On 13 September 2018, Shakti Babu, is an undergraduate student of BA (Hindi Honours) at Mahatma Gandhi Central University was thrashed by some unidentified people as he was part of the students' core committee who were protesting against the Mahatma Gandhi Central University Vice-Chancellor (Arvind Agarwal) for his removal from university. He received internal injuries during the attack and was referred to Patna Medical College and Hospital for further treatment. He was getting threat calls for two days for raising voice against the Vice-Chancellor. A F.I.R was lodged against the Vice-Chancellor including the chief proctor and administrative secretary of university for the attack on him.

===Kerala, 2019===
On 12 July 2019, communist students stabbed a student inside the University college campus in Thiruvananthapuram. The attack was carried out for the reason of "singing songs inside the campus along with lady students."

In Kerala Varma College, Thrissur, the principal had to leave his job when the Hindu right wing students created an issue about the communist students defiling Hindu gods in a campus poster.

As the political rivalries between the communist parties and the Hindu right wing students have disrupted the smooth running of the educational organizations all over the country. The issue is a bit more serious in southern states like Kerala where some students even resort to attacking the teachers and principals of the colleges.

=== Jamia Millia Islamia, 2019 ===

On 15 December, the Delhi Police entered the Jamia Milia Islamia University campus and allegedly assaulted several students after a mob of unidentified people set a few public buses on fire nearby. While police claimed they entered the campus to identify the agitators, several ground reports and eyewitnesses indicate that there was a brutal crackdown by Delhi Police on the Jamia campus. The testimonies from those present in Jamia Millia Islamia University on Sunday, suggest that the police targeted individuals indiscriminately, even entering the mosque on campus and hurting a local cleric.

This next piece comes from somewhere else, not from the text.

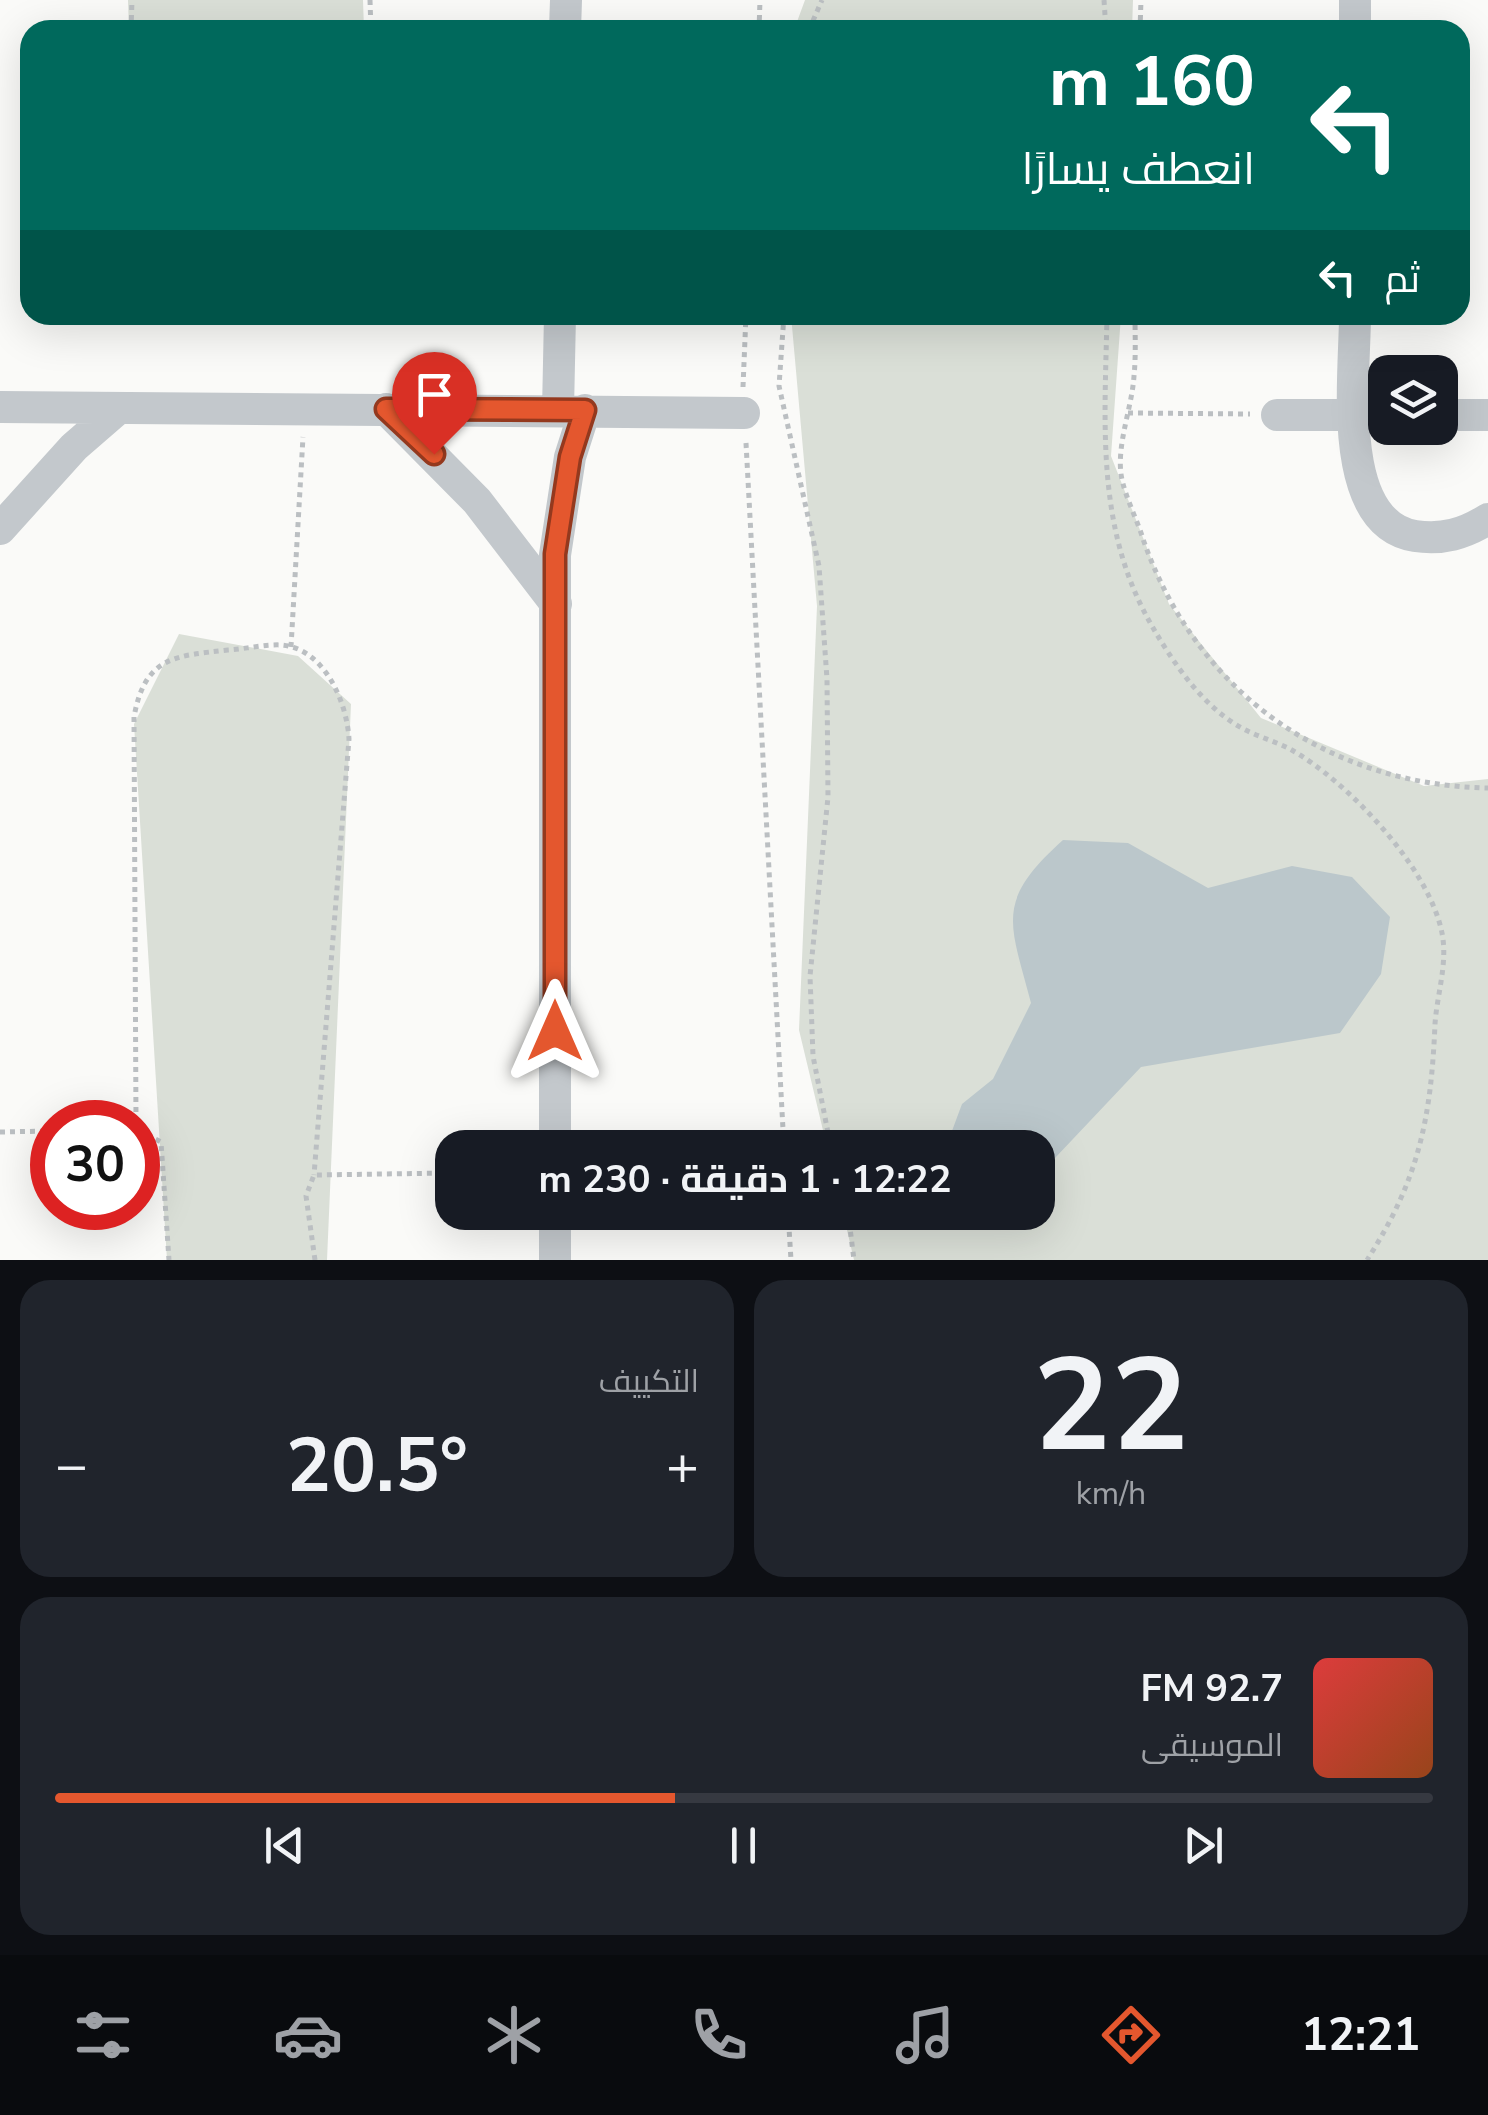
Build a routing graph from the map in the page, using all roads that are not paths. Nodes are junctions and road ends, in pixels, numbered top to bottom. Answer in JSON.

=== Aligarh Muslim University, 2019 ===

On the same day as the Jamia Millia Islamia attack, police and Rapid Action Force injured several students — including some serious injuries — by firing tear-gas shells, rubber bullets, stun grenades and pellets at students of the Aligarh Muslim University protesting against the Citizenship Amendment Act. The security forces reportedly hurled communal abuses at the students. The forces fired tear gas shell inside hostel rooms and set ablaze vehicles belonging to students.

=== JNU, 2020 ===

On 5 January in the evening a masked mob with iron rods attacked the campus of Jawaharlal Nehru University, Delhi and injured students and teachers.

==Beneficial agitations==
According to Ratnadeep Chakraborty, banning student unions alone cannot solve the issue of campus violence. Karnataka had tried banning students unions during 1989-1990 and that didn't help.

Student agitations can help the good movements of society as well. In August 2011, large number of students from different campuses of Delhi bunked classes and joined the anti corruption agitation of Anna Hazare.

In December 2012, student protests became widespread all over the country when a 21-year-old student was gang raped in a Delhi bus. Student politics is closely intertwined with Indian politics. In the 1920s a large number of students participated in the freedom fight against the British rulers. During Indira Gandhi's rule, student leaders were suppressed and 60 students from JNU were imprisoned for one year. Many Indian universities banned student organizations in this period.